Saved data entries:
_ _ _
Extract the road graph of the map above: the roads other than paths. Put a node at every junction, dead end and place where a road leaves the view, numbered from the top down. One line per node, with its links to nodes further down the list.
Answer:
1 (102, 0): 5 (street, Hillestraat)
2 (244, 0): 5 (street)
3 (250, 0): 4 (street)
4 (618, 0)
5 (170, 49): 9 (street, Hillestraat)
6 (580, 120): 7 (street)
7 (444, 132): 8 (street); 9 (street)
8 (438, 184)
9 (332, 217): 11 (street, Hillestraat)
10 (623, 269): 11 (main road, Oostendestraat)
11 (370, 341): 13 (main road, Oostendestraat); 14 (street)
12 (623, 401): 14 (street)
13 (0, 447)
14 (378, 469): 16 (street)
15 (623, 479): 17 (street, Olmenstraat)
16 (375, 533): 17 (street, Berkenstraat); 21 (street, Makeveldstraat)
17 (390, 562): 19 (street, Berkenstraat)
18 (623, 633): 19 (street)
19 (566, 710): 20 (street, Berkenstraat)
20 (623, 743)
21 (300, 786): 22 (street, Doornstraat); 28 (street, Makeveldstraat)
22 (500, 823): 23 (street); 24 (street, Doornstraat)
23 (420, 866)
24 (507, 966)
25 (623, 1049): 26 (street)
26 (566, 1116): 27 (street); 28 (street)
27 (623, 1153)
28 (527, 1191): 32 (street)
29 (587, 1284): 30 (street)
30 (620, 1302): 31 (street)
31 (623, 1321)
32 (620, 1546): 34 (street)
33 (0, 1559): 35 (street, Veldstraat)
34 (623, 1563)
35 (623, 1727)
_ _ _
What needs to be done: Once you have read the records above, please copy them out exactly.

Answer:
Extract the road graph of the map above: the roads other than paths. Put a node at every junction, dead end and place where a road leaves the view, numbered from the top down. One line per node, with its links to nodes further down the list.
Answer:
1 (102, 0): 5 (street, Hillestraat)
2 (244, 0): 5 (street)
3 (250, 0): 4 (street)
4 (618, 0)
5 (170, 49): 9 (street, Hillestraat)
6 (580, 120): 7 (street)
7 (444, 132): 8 (street); 9 (street)
8 (438, 184)
9 (332, 217): 11 (street, Hillestraat)
10 (623, 269): 11 (main road, Oostendestraat)
11 (370, 341): 13 (main road, Oostendestraat); 14 (street)
12 (623, 401): 14 (street)
13 (0, 447)
14 (378, 469): 16 (street)
15 (623, 479): 17 (street, Olmenstraat)
16 (375, 533): 17 (street, Berkenstraat); 21 (street, Makeveldstraat)
17 (390, 562): 19 (street, Berkenstraat)
18 (623, 633): 19 (street)
19 (566, 710): 20 (street, Berkenstraat)
20 (623, 743)
21 (300, 786): 22 (street, Doornstraat); 28 (street, Makeveldstraat)
22 (500, 823): 23 (street); 24 (street, Doornstraat)
23 (420, 866)
24 (507, 966)
25 (623, 1049): 26 (street)
26 (566, 1116): 27 (street); 28 (street)
27 (623, 1153)
28 (527, 1191): 32 (street)
29 (587, 1284): 30 (street)
30 (620, 1302): 31 (street)
31 (623, 1321)
32 (620, 1546): 34 (street)
33 (0, 1559): 35 (street, Veldstraat)
34 (623, 1563)
35 (623, 1727)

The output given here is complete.